Foxes native to a California island—and famous for having the least genetic diversity ever reported in a sexually reproducing animal—have some variation after all.
The San Nicolas Island foxes (Urocyon littoralis dickeyi) vary considerably in the genes coding for immune system compounds known collectively as the major histocompatibility complex (MHC), report Andres Aguilar of the University of California, Santa Cruz and his colleagues. These compounds help the immune system recognize intruders to the body.
The animals’ unusual pattern of carrying some uniform and some varying genetic material may have arisen from two factors. They are a near die-off of the fox population along with some evolutionary circumstance that strongly favored animals with unmatched versions of an MHC gene, the scientists argue in an upcoming Proceedings of the National Academy of Sciences.
The paper reopens an old debate about whether breeding programs to save endangered species should focus on MHC genes, says Bob Vrijenhoek of the Monterey Bay Aquarium Research Institute in California.
For more than a decade, Robert K. Wayne of the University of California, Los Angeles and various colleagues have been studying the foxes on islands off Los Angeles. In 1990 and again later, the researchers reported finding no diversity among the San Nicolas Island foxes. Each fox had two identical copies of each DNA segment examined.
Most of that work examined neutral DNA, repetitive bits that don’t seem to play a role in determining inherited characteristics and therefore don’t improve or reduce an animal’s reproductive success.
The recent decoding of the dog genome (SN: 9/27/03, p. 197: Letting the Dog Genome Out: Poodle DNA compared with that of mice, people) provided a map for finding genes that influence the fox’s characteristics. Aguilar then proposed checking the foxes’ variability in such functional genes rather than in the neutral DNA. “I told him he was wasting his time,” says Wayne.
However, when Aguilar examined an MHC gene, he found that 36 percent of foxes had inherited mismatched versions of the gene from their parents. Three DNA regions near MHC genes also showed strong heterogeneity, but another gene did not.
One of the lessons of this study is that neutral DNA markers “aren’t telling us enough of the story,” says Wayne.

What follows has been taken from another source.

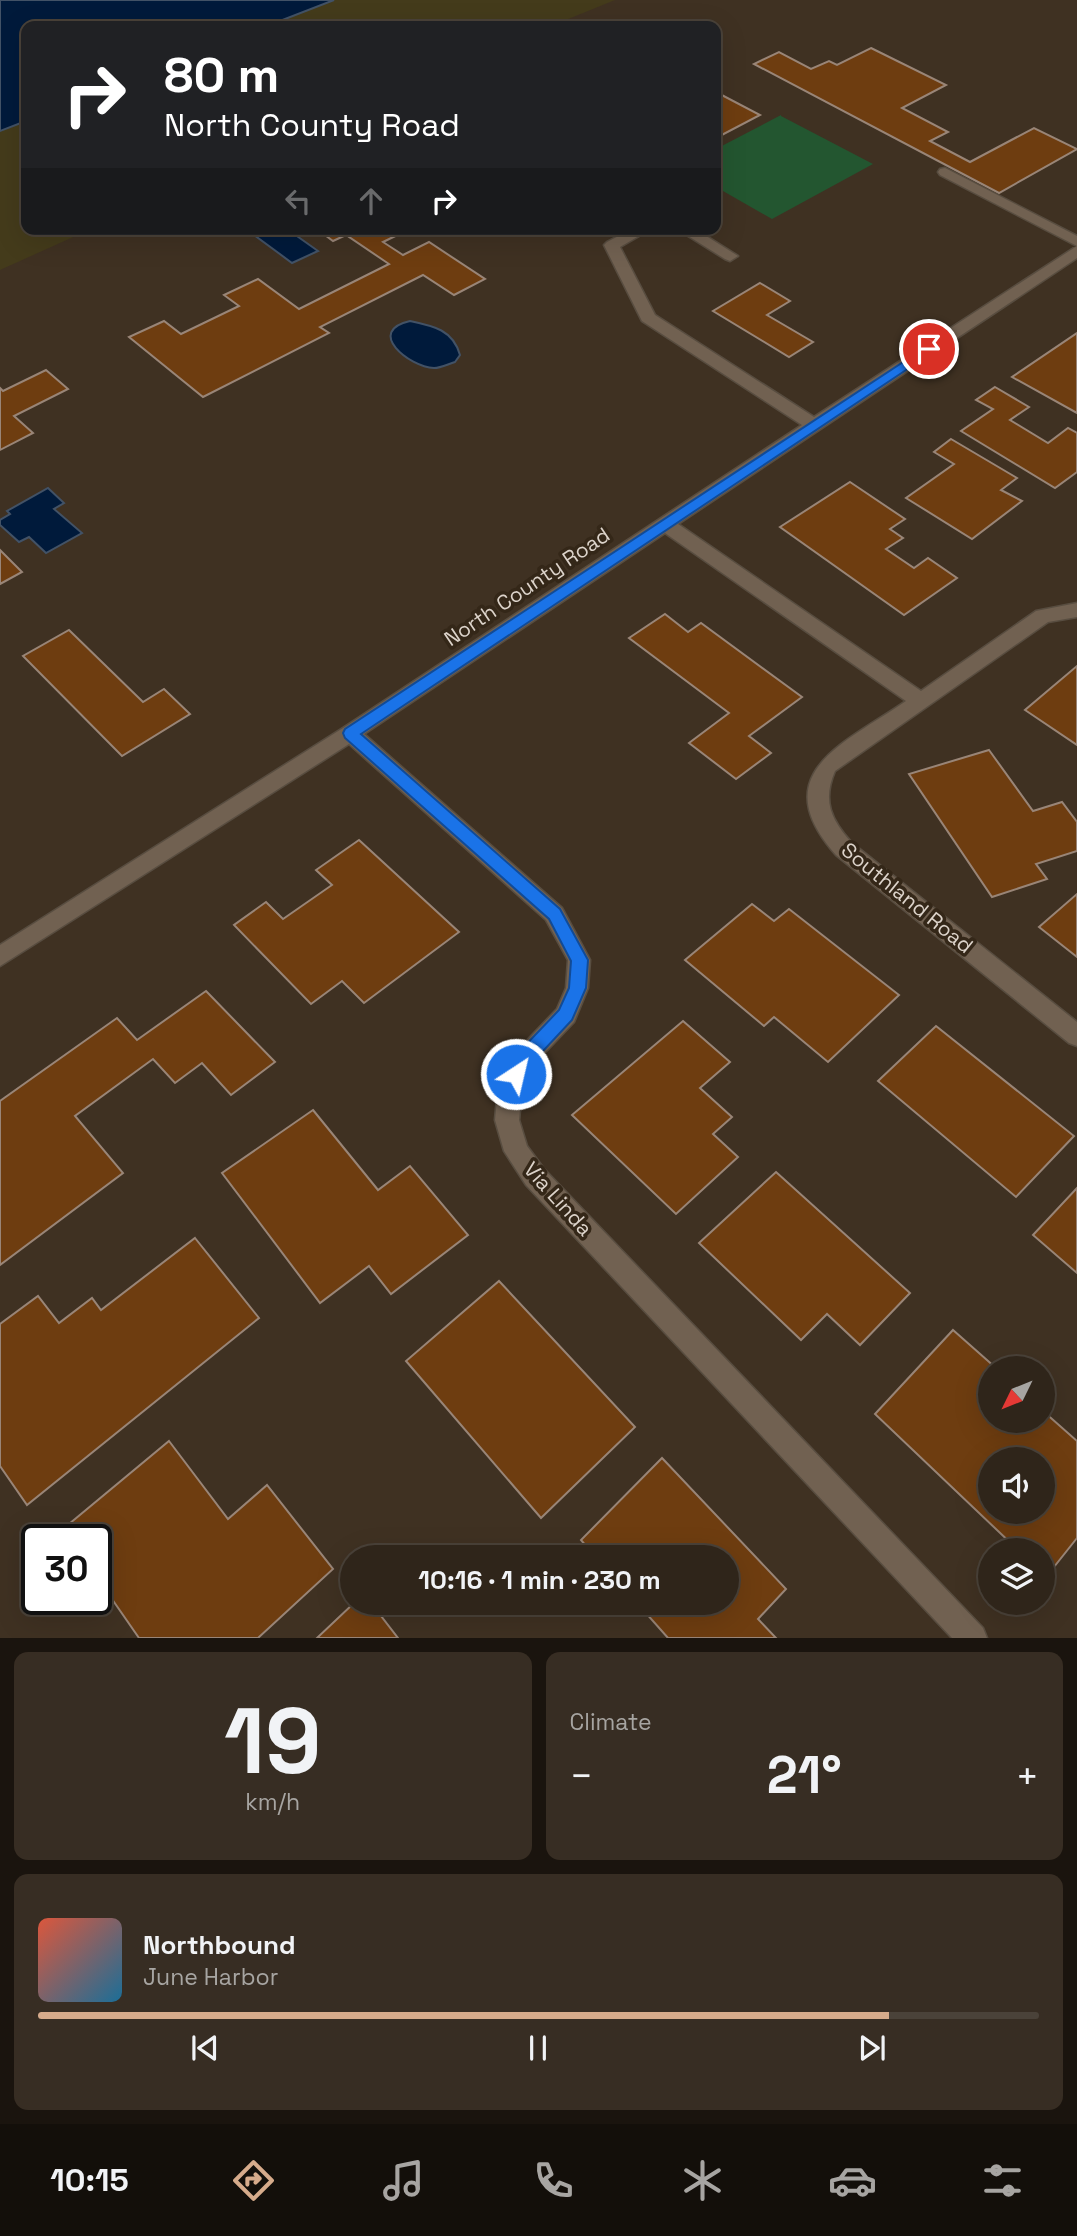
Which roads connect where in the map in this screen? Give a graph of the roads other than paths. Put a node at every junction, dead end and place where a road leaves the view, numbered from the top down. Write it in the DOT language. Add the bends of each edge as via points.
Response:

On the basis of computer simulations of fox evolution, the researchers propose that the population shrank to as few as 10 breeding animals some 10 to 20 generations ago. After this period, called a genetic bottleneck, new generations of foxes would show great DNA uniformity.
The model could also produce high diversity in a particular gene, however. In this scenario, for a few generations, animals that inherit unmatched versions of a gene are much more fit than animals inheriting matched versions.
“It’s kind of a marvel to me,” says Wayne. “Natural selection . . . can preserve variation in the most desperate circumstances.”
Mix-match favoritism, called balancing selection, also shows up in sickle-cell anemia. People with two copies of a form of a particular gene develop sickle-cell anemia, but people with one copy of that form show high resistance to malaria.
A specialist in MHC genetics, Phillip Hedrick of Arizona State University in Tempe, cautions that the scenarios proposed in new fox work are “all inference.” He says, “It would be great if there were some more direct evidence.”